Running a DAG

HTCondor’s DAGMAN functionality allows to express complex dependencies between jobs. In our simple example, we will do a video render: We will first have a lot of jobs each of which renders a single frame, and finally, we have one job creating an output video from the frames.

For this, we will again use the open source renderer POV-Ray (Persistence of Vision Raytracer), and also make use of the two scenes already used in the previous exercise (the attribution to the artists can be found there and with the artwork).

Again, we need a file to describe our job, and an actual job payload, per job. However, we are now running two different kinds of jobs: The first type of job does the image rendering, the second type of job takes the produced images and creates a movie file from them.

The first kind of job: Image rendering

This job is actually very similar to the job we used in the previous exercise. The only added parts are some different quality settings to speed up the rendering, and the actual animation.

Save the following into a file of your choosing or use the file Ubuntu1804_render_movie_frames.jdl from the repository.

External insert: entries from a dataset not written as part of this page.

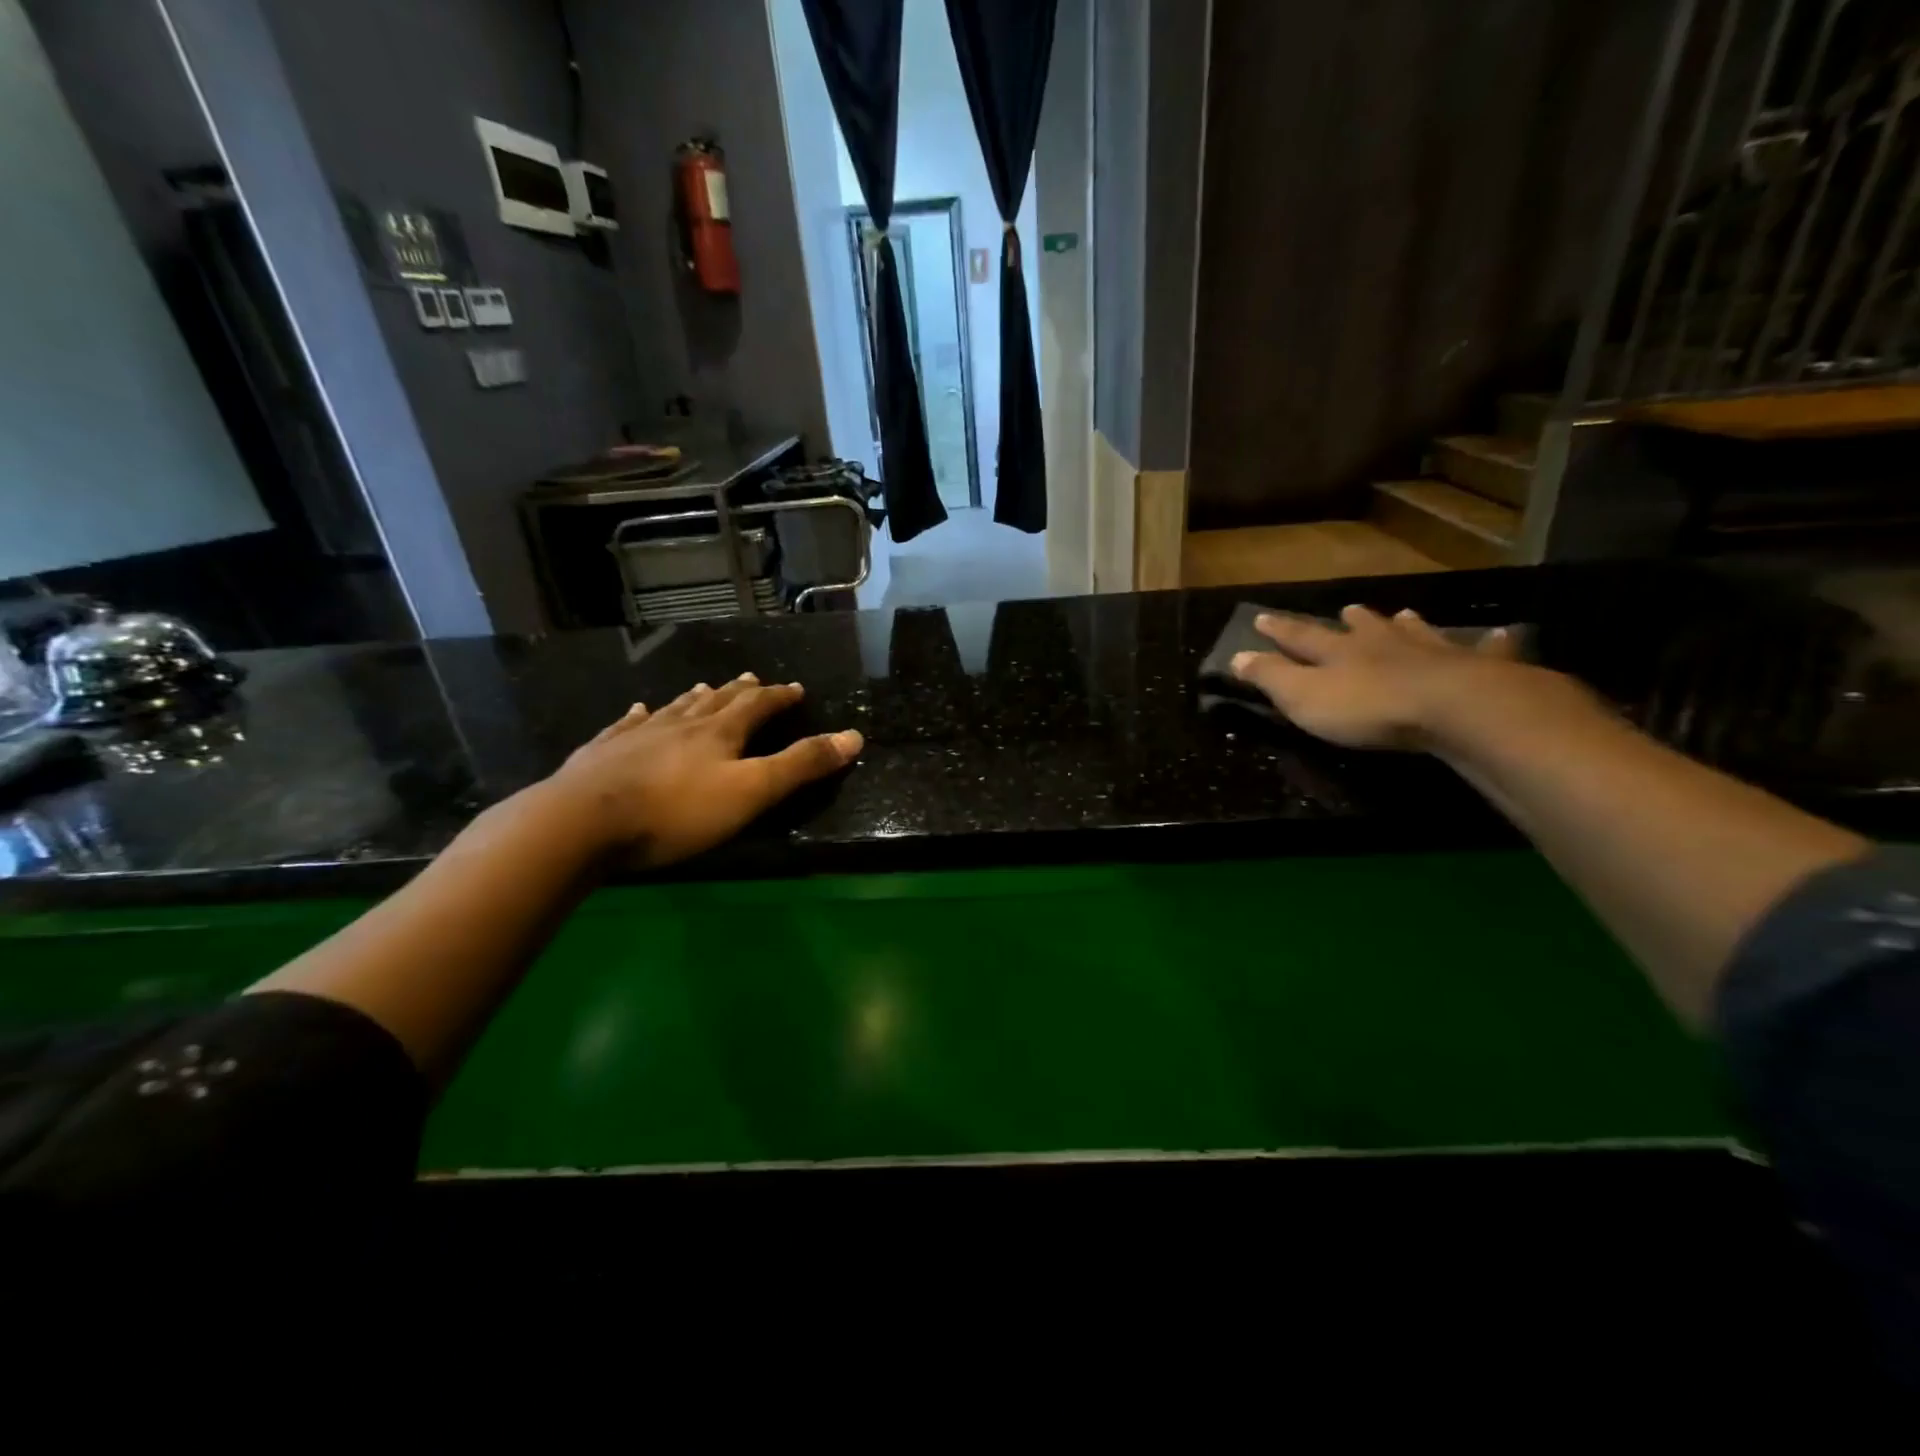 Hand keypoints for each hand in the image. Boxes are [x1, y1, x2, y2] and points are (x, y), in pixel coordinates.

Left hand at [540, 674, 862, 865]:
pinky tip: (638, 710)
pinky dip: (639, 716)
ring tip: (705, 688)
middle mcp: (681, 723)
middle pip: (717, 701)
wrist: (583, 822)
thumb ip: (800, 765)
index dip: (779, 697)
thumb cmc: (677, 811)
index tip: (795, 688)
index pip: (758, 706)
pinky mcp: (603, 751)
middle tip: (753, 679)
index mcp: (719, 733)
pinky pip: (627, 725)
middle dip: (739, 691)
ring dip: (695, 698)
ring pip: (674, 708)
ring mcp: (638, 734)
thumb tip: (853, 736)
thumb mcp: (751, 792)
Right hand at [1230, 605, 1549, 750]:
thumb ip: (1271, 677)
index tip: (1261, 617)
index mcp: (1339, 653)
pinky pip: (1486, 651)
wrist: (1453, 708)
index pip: (1301, 637)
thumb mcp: (1304, 698)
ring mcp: (1432, 652)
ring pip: (1415, 633)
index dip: (1280, 630)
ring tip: (1404, 615)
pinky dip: (1492, 643)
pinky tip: (1503, 634)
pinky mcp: (1478, 669)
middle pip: (1363, 629)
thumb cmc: (1368, 707)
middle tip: (1347, 609)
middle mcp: (1383, 644)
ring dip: (1406, 626)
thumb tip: (1235, 656)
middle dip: (1351, 621)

JobBatchName = Ubuntu1804_render_movie_frames
+ContainerOS = "Ubuntu1804"

if defined Scene
        Scene=$(Scene)
else
        Scene=mini_demo
        #Scene="dice"
endif

Executable=render_pov_movie.sh
Arguments = $(Scene) $(Process)

Transfer_input_files = povray/$(Scene)
Transfer_output_files = render_results_$(Scene)

Error                   = logs/err.$(ClusterId).$(Process)
Output                  = logs/out.$(ClusterId).$(Process)
Log                     = logs/log.$(ClusterId).$(Process)

Request_cpus = 1
Request_memory = 500 MB
Request_disk = 100 MB
Queue 100

Save the following into a file of your choosing or use the file render_pov_movie.sh from the repository.

#!/bin/bash

source /etc/profile
set -e
SCENE=$1
FRAME=$2

RESULTDIR=render_results_${SCENE}

mkdir ${RESULTDIR}
cd ${SCENE}
povray +V +SF${FRAME} +EF${FRAME} render_movie.ini
mv video*.png ../${RESULTDIR}

Please check that the shell script is executable - if not, run chmod +x render_pov_movie.sh.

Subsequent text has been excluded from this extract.